Medulin
Jedi
In the penultimate chapter of Connections, Beth Collings recounts a hypnosis session conducted by Norris Blanks in which her consciousness appears to give way to another voice. This voice identifies itself as Sonna, an alien intelligence associated with the Greys. The encounter unfolds not as a dramatic confrontation but as a calm, almost administrative disclosure of facts about humanity, Earth, and Collings herself. The tone is restrained, emotionally flat, and deeply unsettling, precisely because it lacks overt menace. The material reads less like science fiction adventure and more like the cold unveiling of a cosmic ledger.

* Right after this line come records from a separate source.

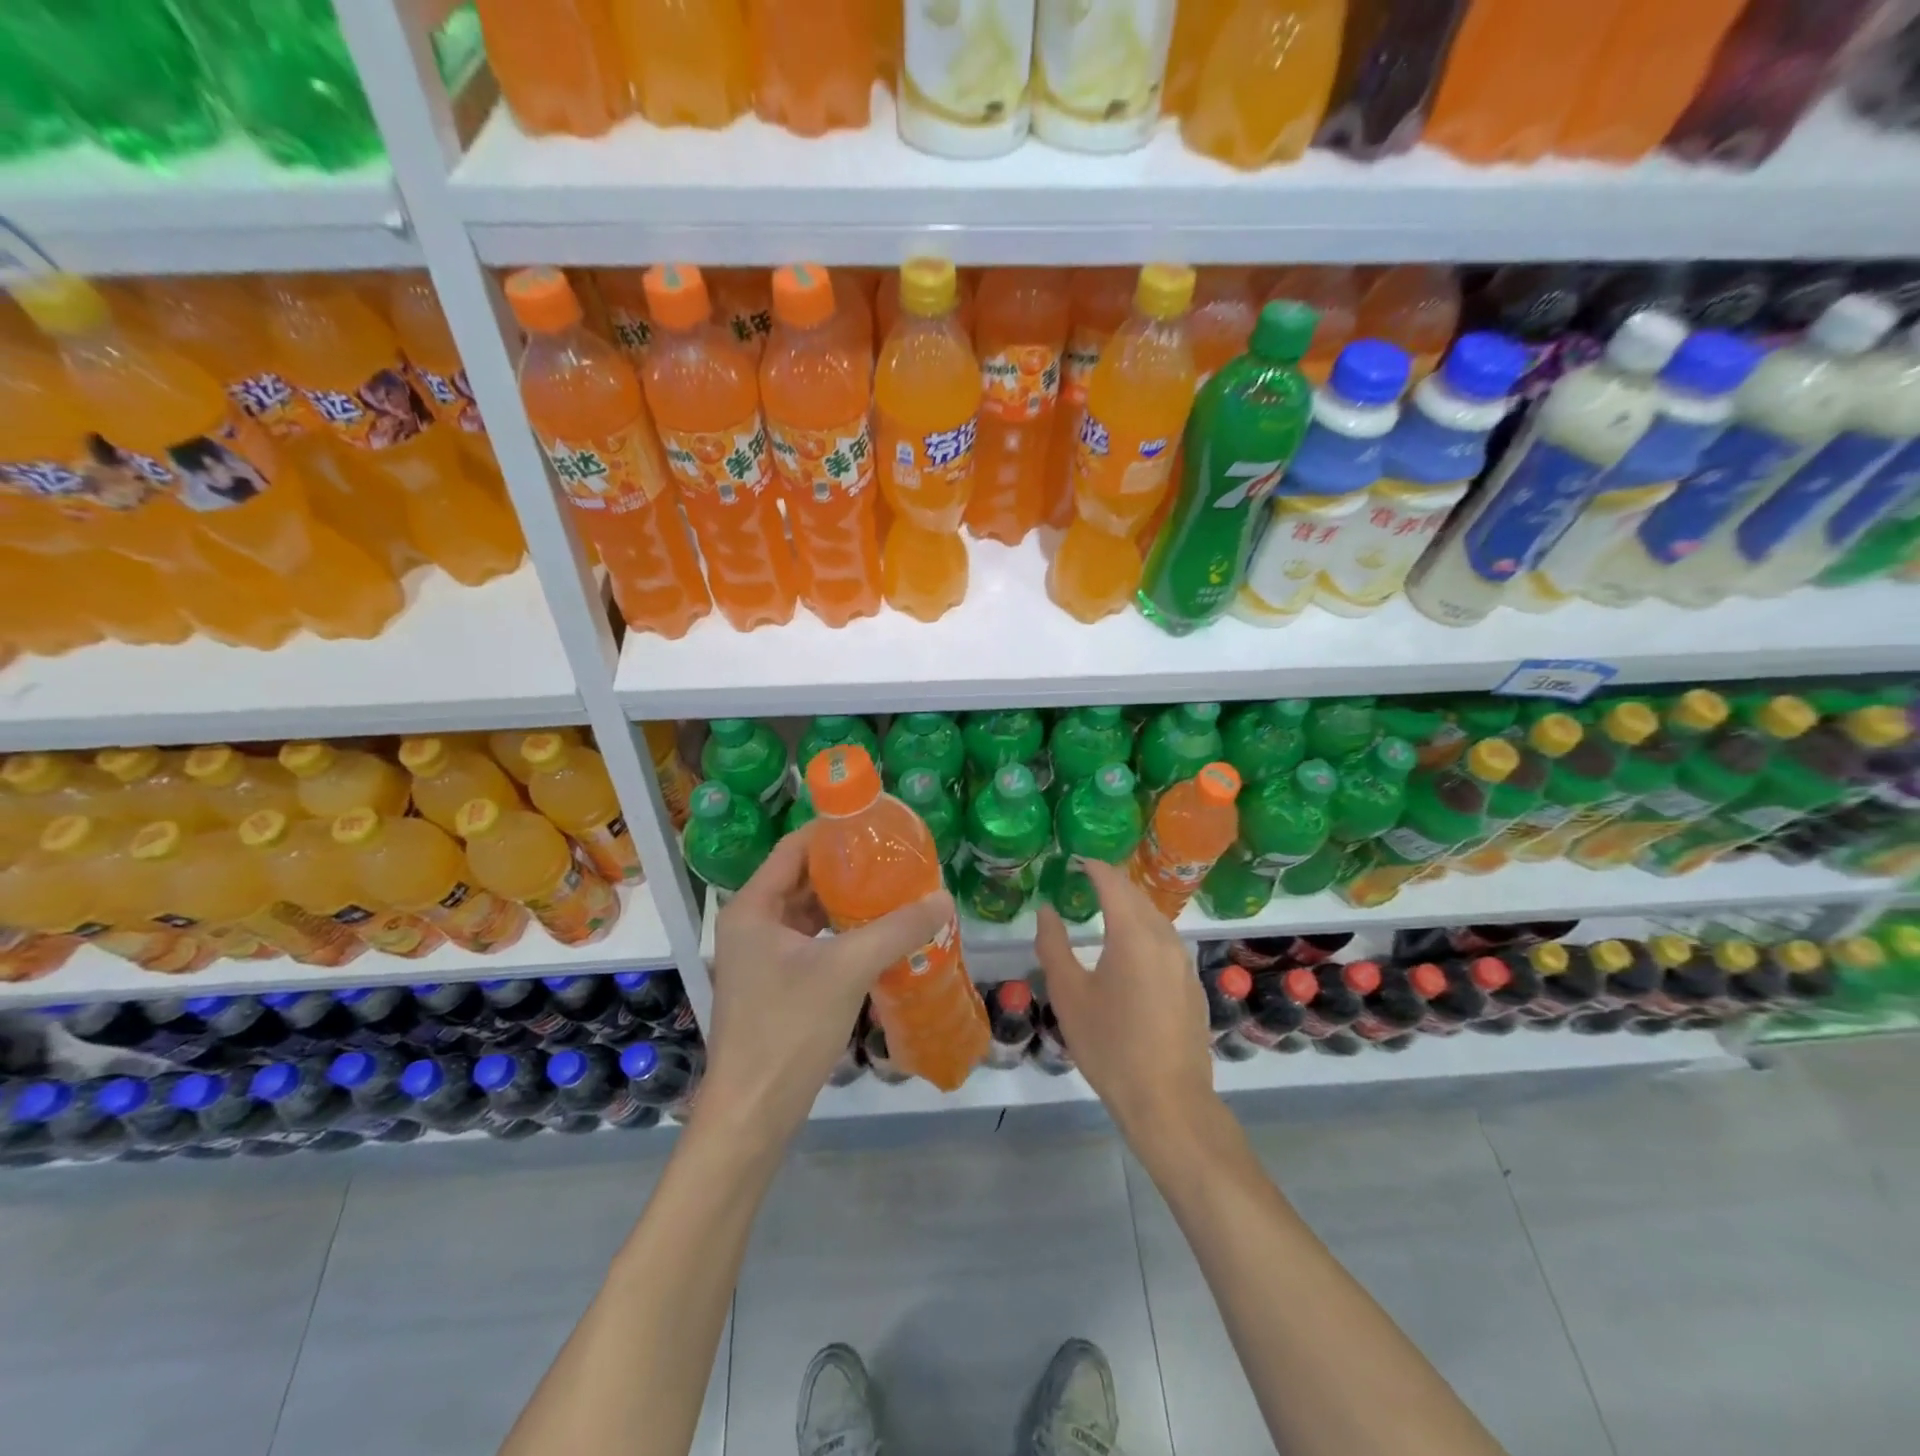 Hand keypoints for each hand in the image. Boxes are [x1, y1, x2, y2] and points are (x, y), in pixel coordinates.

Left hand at [703, 825, 952, 1144]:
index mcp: (753, 907)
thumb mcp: (848, 969)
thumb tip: (943, 897)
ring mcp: (762, 955)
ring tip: (895, 890)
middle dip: (849, 868)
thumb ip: (897, 929)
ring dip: (849, 902)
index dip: (834, 833)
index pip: (795, 848)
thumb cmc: (789, 1029)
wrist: (754, 1113)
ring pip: (810, 911)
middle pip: (803, 878)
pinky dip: (843, 932)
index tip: (878, 826)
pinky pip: (813, 941)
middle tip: (896, 860)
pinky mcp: (776, 982)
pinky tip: (879, 934)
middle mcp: (752, 923)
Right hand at [1035, 859, 1216, 1142]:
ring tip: (1105, 908)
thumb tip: (1047, 911)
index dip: (1094, 867)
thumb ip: (1054, 946)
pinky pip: (1166, 941)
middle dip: (1112, 883)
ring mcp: (1184, 962)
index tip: (1075, 860)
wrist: (1167, 1100)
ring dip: (1130, 906)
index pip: (1113, 883)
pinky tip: (1130, 949)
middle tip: (1086, 879)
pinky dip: (1145, 930)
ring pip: (1155, 918)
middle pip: (1137, 896)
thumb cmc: (1110, 1045)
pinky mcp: (1192, 984)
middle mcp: (1164, 939)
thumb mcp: (1069, 995)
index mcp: (1133, 934)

Sonna presents itself as a non-human entity that has never possessed a human body and that has been associated with Collings for thousands of years. Time, as Sonna understands it, does not operate in human units of urgency or lifespan. When asked how long it has known her, it answers “forever,” later clarifying this as thousands of years. This temporal vastness immediately places Sonna outside human moral and emotional frameworks. It does not experience attachment, empathy, or concern in any recognisable sense. When confronted with Collings’s unhappiness, Sonna simply replies that it does not matter.
Crucially, Sonna is not cruel. It does not mock, threaten, or express hostility. Instead, it demonstrates a profound indifference that is more disturbing than overt malice. Cruelty requires engagement with suffering, whereas Sonna barely registers it. Collings is described not as a person but as “a very valuable object.” This phrase is central. It encapsulates Sonna’s entire psychological orientation. Humans are not enemies, children, or partners. They are resources with long-term utility.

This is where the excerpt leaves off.